- [Work request]:
Apart from the pictures, every entry below must be given again exactly.

Collected data

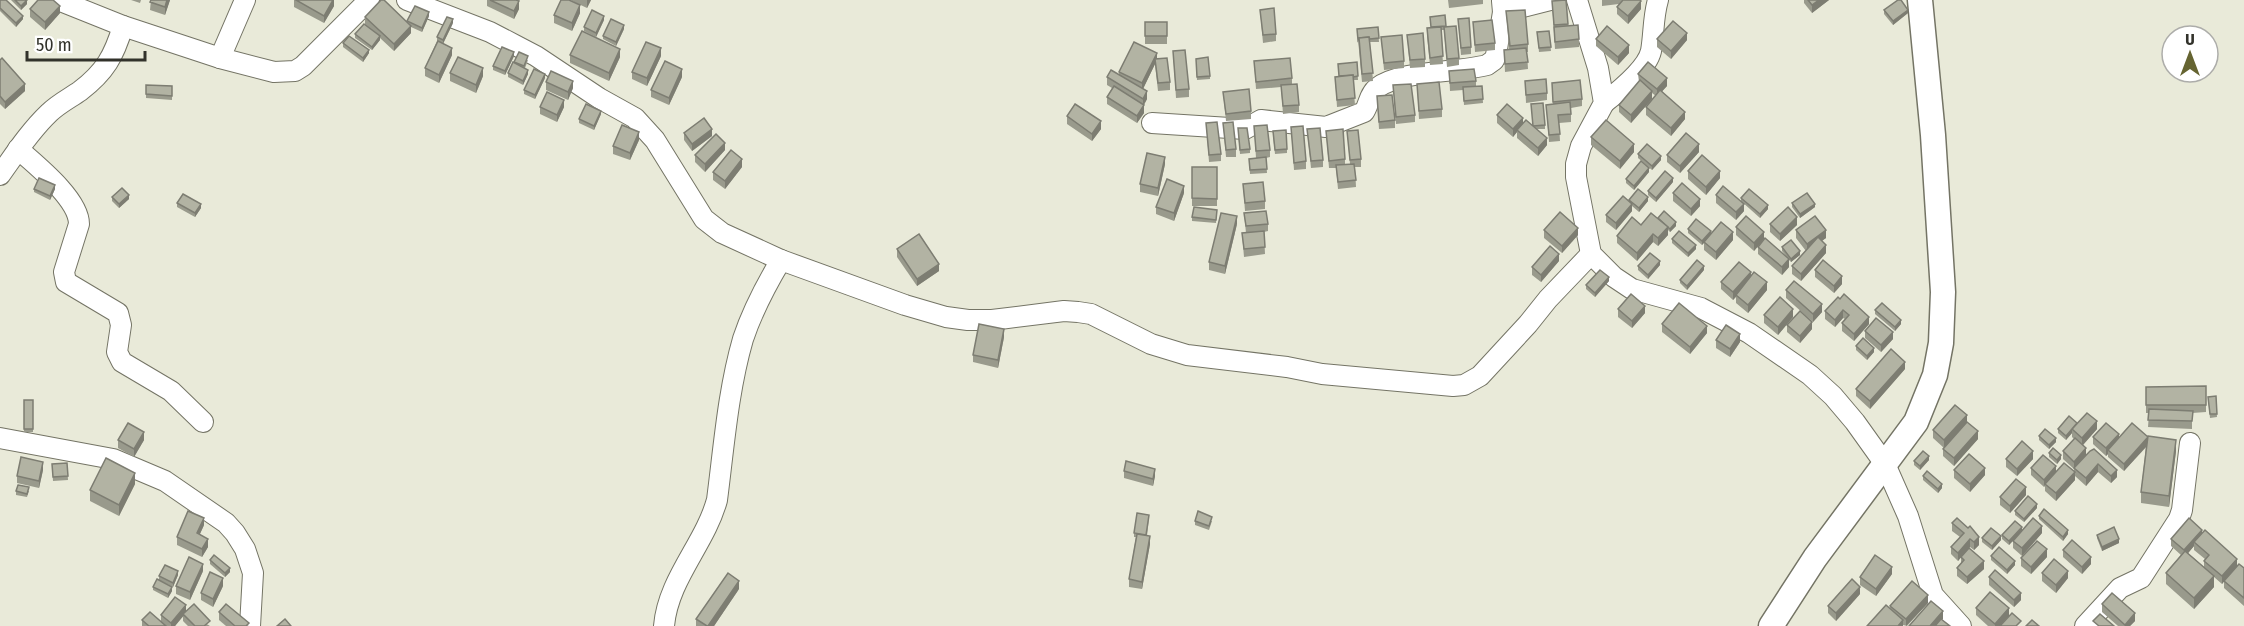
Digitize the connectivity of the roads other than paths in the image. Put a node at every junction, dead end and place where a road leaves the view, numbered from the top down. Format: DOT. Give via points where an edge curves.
graph roads {
  1 [pos="58,0"];
  2 [pos="245,0"];
  3 [pos="369,0"];
  4 [pos="407,0"];
  5 [pos="1550,0"];
  6 [pos="1577,0"];
  7 [pos="1658,0"];
  8 [pos="1920,0"];
  9 [pos="1503,6"];
  10 [pos="123,26"];
  11 [pos="220,58"];
  12 [pos="1604,103"];
  13 [pos="1152,123"];
  14 [pos="18,149"];
  15 [pos="0,175"];
  16 [pos="1591,255"];
  17 [pos="781,260"];
  18 [pos="203,422"];
  19 [pos="0,438"];
  20 [pos="2190,443"];
  21 [pos="1885,464"];
  22 [pos="250,626"];
  23 [pos="664,626"];
  24 [pos="1771,626"];
  25 [pos="1961,626"];
  26 [pos="2085,626"];
  1 -- 10 [label="street"];
  2 -- 11 [label="street"];
  3 -- 11 [label="street" via="295,71 274,72"];
  4 -- 17 [label="street" via="490,32 635,118 655,140 704,219 722,233"];
  5 -- 9 [label="street"];
  6 -- 12 [label="street" via="1598,68"];
  7 -- 12 [label="street" via="1647,62"];
  8 -- 21 [label="street" via="1943,292 1941,343 1925,403"];
  9 -- 13 [label="street" via="1496,55 1487,65 1384,84 1372,93 1364,112 1331,126 1262,120 1245,129"];
  10 -- 11 [label="street"];
  10 -- 14 [label="street" via="116,50 104,69 49,113"];
  12 -- 16 [label="street" via="1576,164"];
  14 -- 15 [label="street"];
  14 -- 18 [label="street" via="58,187 80,218 64,272 66,282 118,313 121,325 117,352 122,362 171,391"];
  16 -- 17 [label="street" via="1480,376 1453,386 1187,356 1151,344 1091,314 1078,312 992,321 946,317"];
  16 -- 21 [label="street" via="1632,290 1701,308 1784,356 1833,396"];
  17 -- 23 [label="street" via="744,338 713,514 670,596"];
  19 -- 22 [label="street" via="112,459 165,481 226,523 245,549 253,573"];
  20 -- 26 [label="street" via="2179,519 2141,578 2120,588"];
  21 -- 24 [label="street" via="1815,558"];
  21 -- 25 [label="street" via="1908,516 1934,596"];
}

- [Solution to the exercise]:
Digitize the connectivity of the roads other than paths in the image. Put a node at every junction, dead end and place where a road leaves the view, numbered from the top down. Format: DOT. Give via points where an edge curves.
graph roads {
  1 [pos="58,0"];
  2 [pos="245,0"];
  3 [pos="369,0"];
  4 [pos="407,0"];
  5 [pos="1550,0"];
  6 [pos="1577,0"];
  7 [pos="1658,0"];
  8 [pos="1920,0"];
  9 [pos="1503,6"];
  10 [pos="123,26"];
  11 [pos="220,58"];
  12 [pos="1604,103"];
  13 [pos="1152,123"];
  14 [pos="18,149"];
  15 [pos="0,175"];
  16 [pos="1591,255"];
  17 [pos="781,260"];
  18 [pos="203,422"];
  19 [pos="0,438"];
  20 [pos="2190,443"];
  21 [pos="1885,464"];
  22 [pos="250,626"];
  23 [pos="664,626"];
  24 [pos="1771,626"];
  25 [pos="1961,626"];
  26 [pos="2085,626"];
  1 -- 10 [label="street"];
  2 -- 11 [label="street"];
  3 -- 11 [label="street" via="295,71 274,72"];
  4 -- 17 [label="street" via="490,32 635,118 655,140 704,219 722,233"];
  5 -- 9 [label="street"];
  6 -- 12 [label="street" via="1598,68"];
  7 -- 12 [label="street" via="1647,62"];
  8 -- 21 [label="street" via="1943,292 1941,343 1925,403"];
  9 -- 13 [label="street" via="1496,55 1487,65 1384,84 1372,93 1364,112 1331,126 1262,120 1245,129"];
  10 -- 11 [label="street"];
  10 -- 14 [label="street" via="116,50 104,69 49,113"];
  12 -- 16 [label="street" via="1576,164"];
  14 -- 15 [label="street"];
  14 -- 18 [label="street" via="58,187 80,218 64,272 66,282 118,313 121,325 117,352 122,362 171,391"];
  16 -- 17 [label="street" via="1480,376 1453,386 1187,356 1151,344 1091,314 1078,312 992,321 946,317"];
  16 -- 21 [label="street" via="1632,290 1701,308 1784,356 1833,396"];
  17 -- 23 [label="street" via="744,338 713,514 670,596"];
  19 -- 22 [label="street" via="112,459 165,481 226,523 245,549 253,573"];
  20 -- 26 [label="street" via="2179,519 2141,578 2120,588"];
  21 -- 24 [label="street" via="1815,558"];
  21 -- 25 [label="street" via="1908,516 1934,596"];
}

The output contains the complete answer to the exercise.